Recorded data -
##########

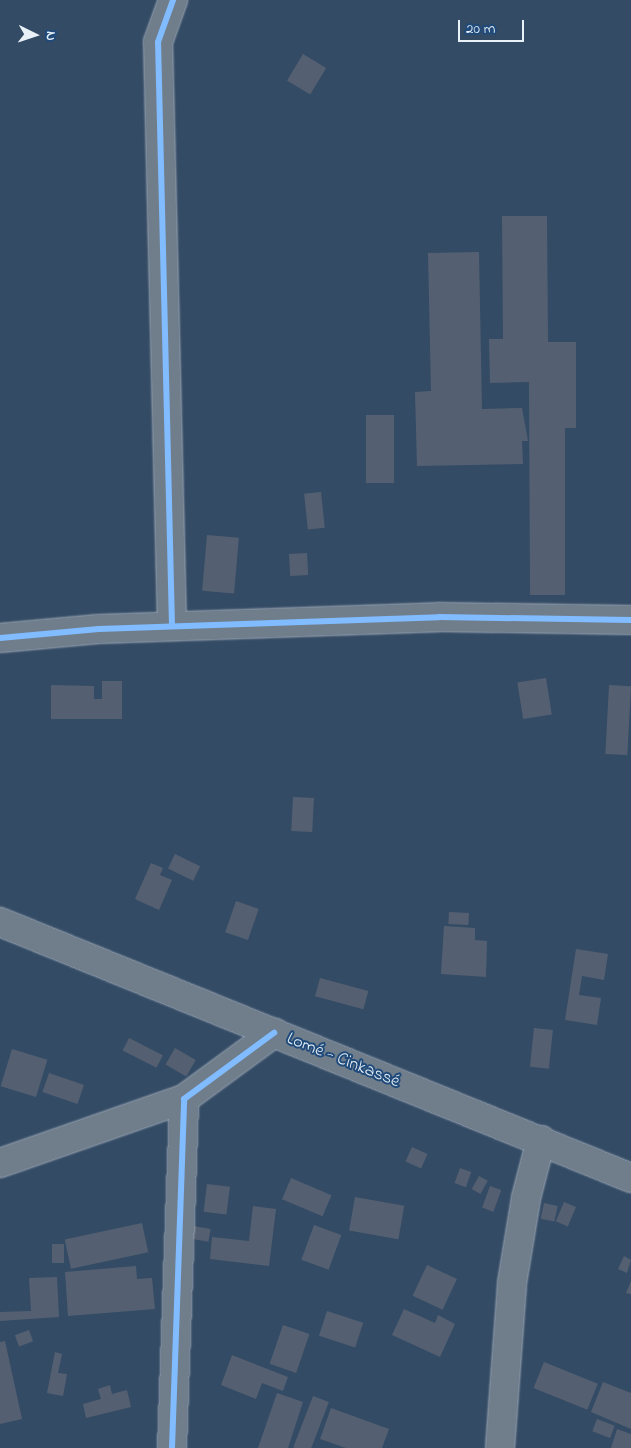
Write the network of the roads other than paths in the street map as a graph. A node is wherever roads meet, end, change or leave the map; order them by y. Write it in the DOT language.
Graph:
graph roads {
  1 [pos="174,0"];
  2 [pos="631,620"];
  3 [pos="172,626"];
  4 [pos="0,638"];
  5 [pos="0,922"];
  6 [pos="274,1033"];
  7 [pos="184,1098"];
  8 [pos="541,1140"];
  9 [pos="0,1163"];
  10 [pos="631,1178"];
  11 [pos="172,1448"];
  12 [pos="500,1448"];
  1 -- 3 [label="main road"];
  2 -- 3 [label="main road"];
  3 -- 4 [label="main road"];
  5 -- 6 [label="main road, Lomé - Cinkassé"];
  6 -- 7 [label="main road"];
  6 -- 8 [label="main road, Lomé - Cinkassé"];
  7 -- 9 [label="main road"];
  7 -- 11 [label="main road"];
  8 -- 10 [label="main road, Lomé - Cinkassé"];
  8 -- 12 [label="main road"];
}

##########

Restate the listing word for word. Pictures do not belong in the copy.

Write the network of the roads other than paths in the street map as a graph. A node is wherever roads meet, end, change or leave the map; order them by y. Write it in the DOT language.
Graph:
graph roads {
  1 [pos="174,0"];
  2 [pos="631,620"];
  3 [pos="172,626"];
  4 [pos="0,638"];
  5 [pos="0,922"];
  6 [pos="274,1033"];
  7 [pos="184,1098"];
  8 [pos="541,1140"];
  9 [pos="0,1163"];
  10 [pos="631,1178"];
  11 [pos="172,1448"];
  12 [pos="500,1448"];
  1 -- 3 [label="main road"];
  2 -- 3 [label="main road"];
  3 -- 4 [label="main road"];
  5 -- 6 [label="main road, Lomé - Cinkassé"];
  6 -- 7 [label="main road"];
  6 -- 8 [label="main road, Lomé - Cinkassé"];
  7 -- 9 [label="main road"];
  7 -- 11 [label="main road"];
  8 -- 10 [label="main road, Lomé - Cinkassé"];
  8 -- 12 [label="main road"];
}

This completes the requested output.